None-the-less they are available for purchase from Ford, so they are as “factory” as anything else. You said “ship them out to Roush”, which seems to suggest you are talking about the NASCAR team which has Roush’s name on it. Roush is not affiliated with the FR500 program unless you are categorically telling me otherwise.

When most people hear “factory” they think that something comes down the same production line. I’m only trying to point out that, no, they don’t. Well, they do, but then at the end of that production line they’re very heavily, manually customized. And oil painting isn’t a factory piece of canvas; it’s something else.

I have no idea about NASCAR or FR500. Roush is the company that modifies the Mustang BIW for the non-factory production.

I think most people would label anything directly sold by the original manufacturer as “factory”. The old Volkswagen Golf Cabriolet was built by Steyr and Karmann rather than at a Volkswagen plant, but that didn’t mean it wasn’t “factory”.

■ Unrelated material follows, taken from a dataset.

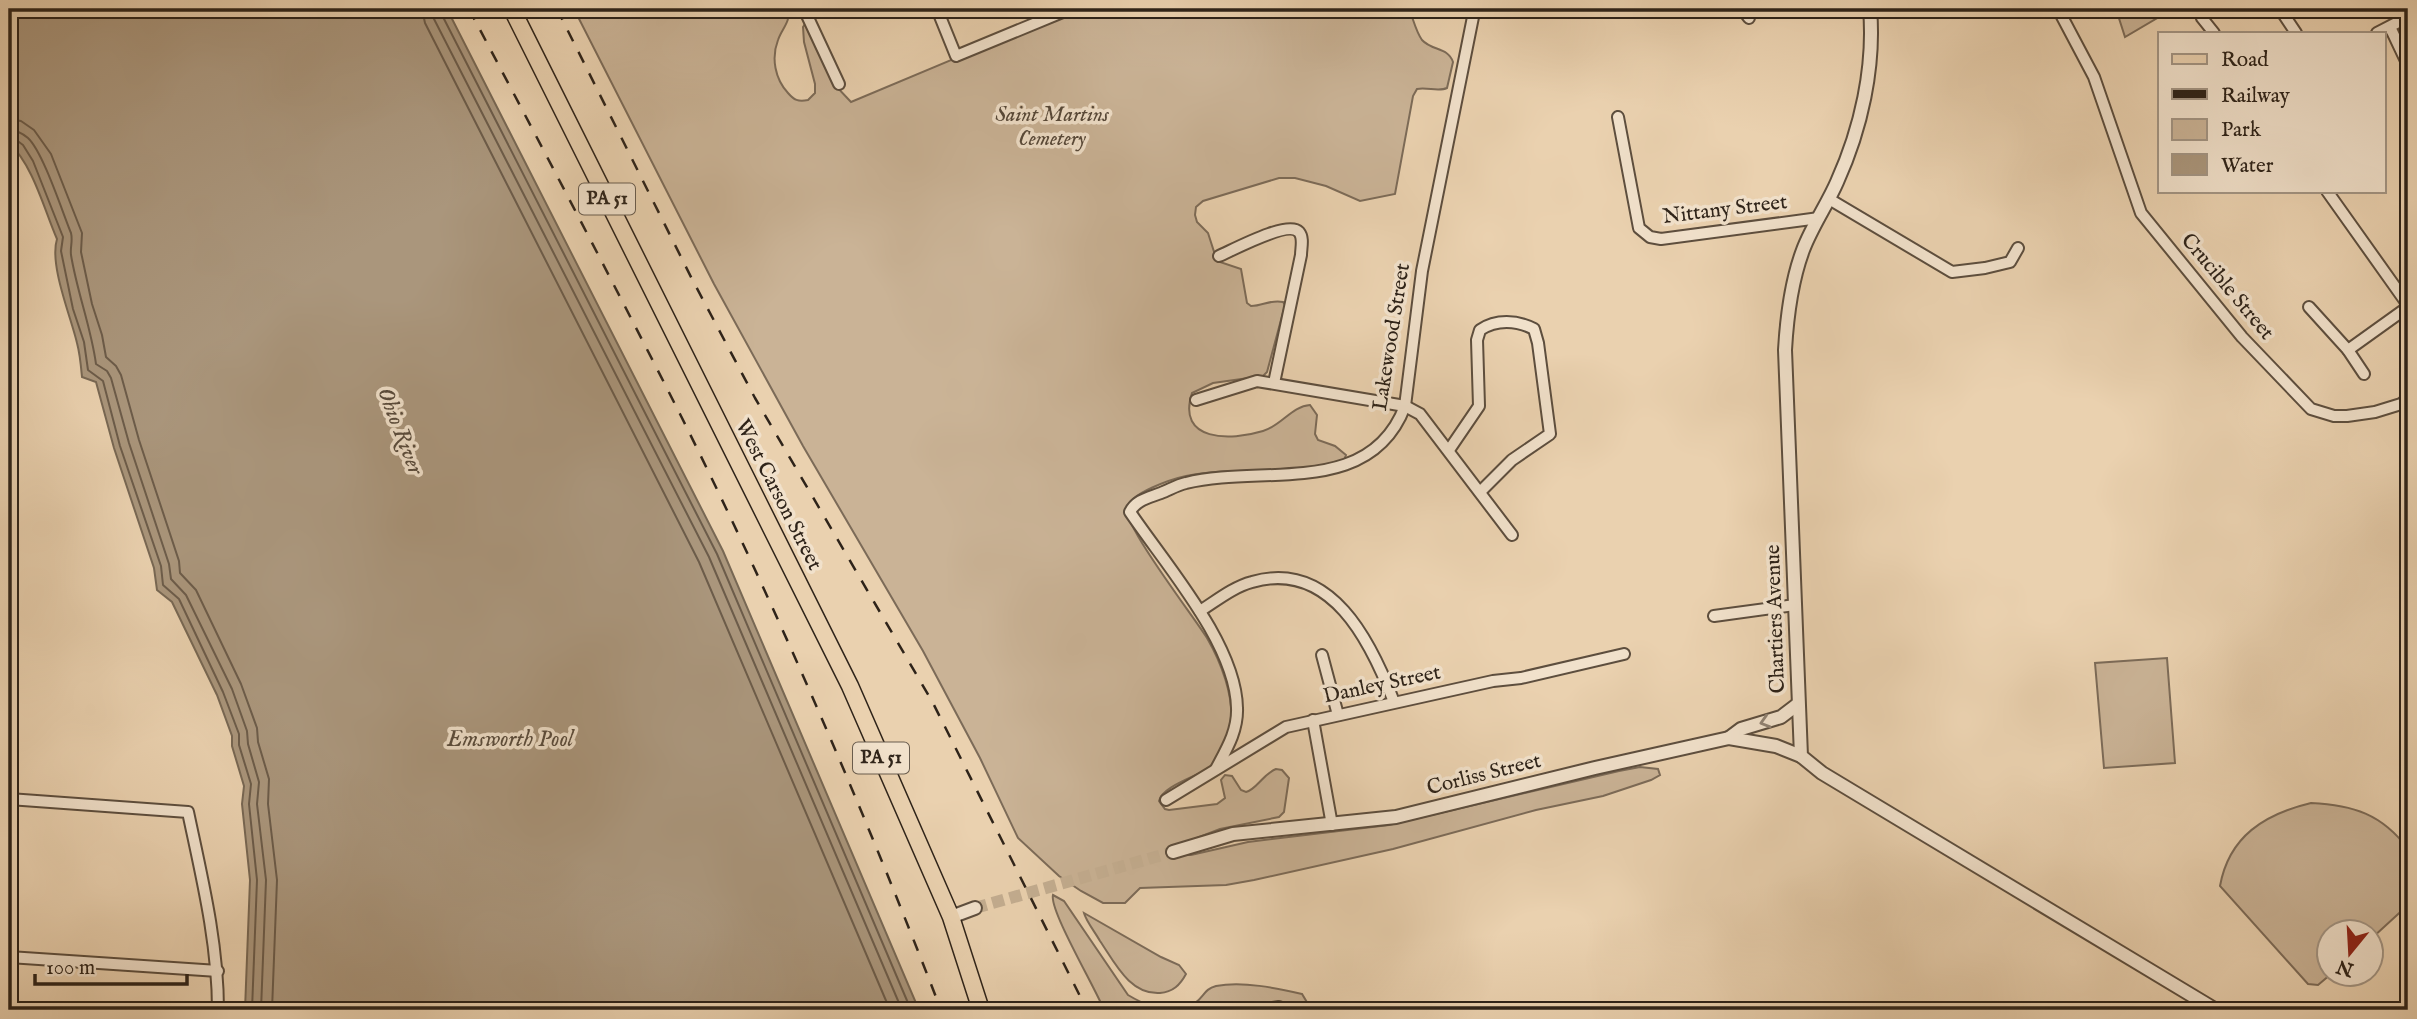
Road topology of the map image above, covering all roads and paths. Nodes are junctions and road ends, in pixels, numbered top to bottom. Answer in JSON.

I’m not a NASCAR fan but isn’t it true that at one point, the body shape, ground clearance and dimensions had to conform to the factory car? I have a dim memory of having read that each car had to fall within the dimensions of a factory car’s template; was that true at some point? I’m guessing it isn’t true now.

Yes, it was once true. Here’s a NY Times piece written about NASCAR’s old homologation rules, written back in 2008 when they finally officially abandoned any link with a showroom car with the introduction of the “Car of Tomorrow”.

Thanks for the link; I was afraid my memory had become even worse.